Gosh, how did so long go between writing when I check in here.....I've just had nothing to report or share. Same ole', same ole' except that I've let my daily exercising slip. I need to begin again (and keep doing it!). I exercised 6 days a week for 3 weeks and then 'poof' decided I was done. Dumb move.

Anyway, still battling those extra pounds and still trying to figure out why I don't just get them off. I know how, I have the MF products, I just don't seem to care, which is the real problem. I grouse about being over goal, I moan within myself about it......but it comes right down to me not wanting to lose the weight bad enough to give up my gluttonous ways.......

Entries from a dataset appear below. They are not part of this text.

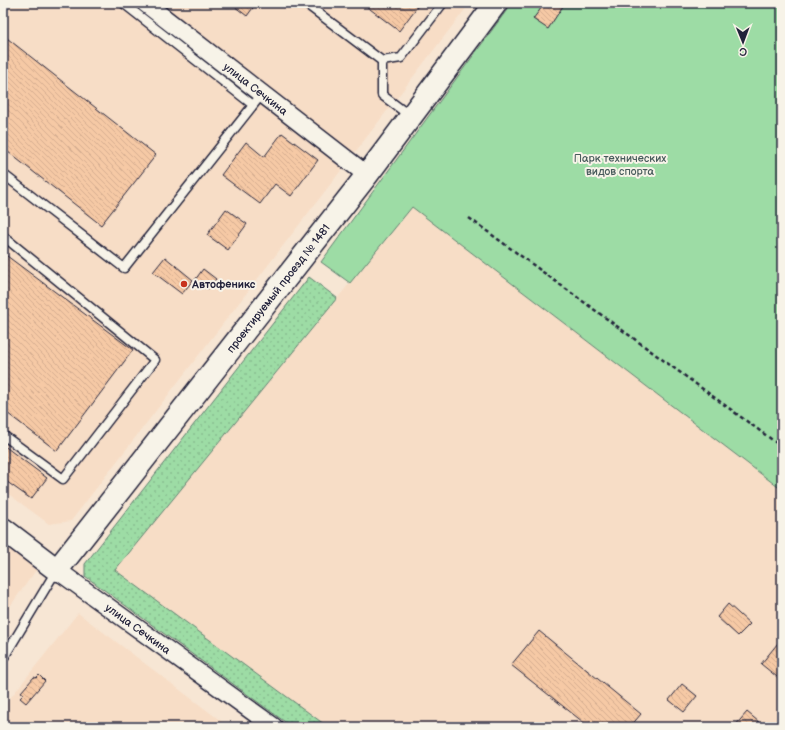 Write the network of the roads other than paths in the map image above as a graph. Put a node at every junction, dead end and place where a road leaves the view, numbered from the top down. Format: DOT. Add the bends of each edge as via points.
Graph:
graph roads {
  1 [pos="123,3"];
  2 [pos="145,3"];
  3 [pos="305,3"];
  4 [pos="443,3"];
  5 [pos="496,3"];
  6 [pos="382,61"];
  7 [pos="258,100"];
  8 [pos="411,117"];
  9 [pos="3,174"];
  10 [pos="368,175"];
  11 [pos="3,236"];
  12 [pos="3,435"];
  13 [pos="3,529"];
  14 [pos="57,570"];
  15 [pos="3,659"];
  16 [pos="274,727"];
  1 -- 7 [label="lane"];
  2 -- 7 [label="street, улица Сечкина"];
  3 -- 6 [label="lane"];
  4 -- 6 [label="lane" via="401,58"];
  5 -- 8 [label="street, проектируемый проезд № 1481"];
  6 -- 8 [label="lane" via="382,96"];
  7 -- 9 [label="lane" via="124,268"];
  7 -- 10 [label="street, улица Сечкина"];
  8 -- 10 [label="street, проектируемый проезд № 1481"];
  10 -- 14 [label="street, проектируемый проезд № 1481"];
  11 -- 12 [label="lane" via="155,360 63,479"];
  13 -- 14 [label="street, улица Сечкина"];
  14 -- 15 [label="lane"];
  14 -- 16 [label="street, улица Сечкина"];
}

I absolutely LOVED Lauren's message a few days (a week? maybe longer?) ago........somewhere on the forums, not sure where...... but she just said (in essence) just shut up and get to doing it.............

So incredibly true---------just shuddup Tawanda --------

And DO IT!

So..........yesterday I just did it ---until dinner time........

Today........I told myself 'shuddup and do it'

and I did............ALL DAY LONG!!! WHOOO HOOOO!!!

Tomorrow I'm planning on telling myself to -------------

JUST SHUDDUP YOUR COMPLAINING, YOUR PLANNING, YOUR EXCUSES, YOUR WHINNING (about wanting to eat something, about how flipping tight my jeans are on my ever widening thighs.......etc) and JUST DO THE PROGRAM one more day.

Each day.............I'm going to tell myself to SHUT UP YOUR WHINING Tawanda and GET IT DONE!!!

I had some chest pains today............(probably just heartburn)........but it made me wonder.......what is it going to take this dumb woman to stop playing foodie russian roulette with my health......cookies, ice cream, candy, pizza, hamburgers, fries............not one of those items is comprised of much (if anything) that is healthy or necessary to improve my goal of living healthy for years to come.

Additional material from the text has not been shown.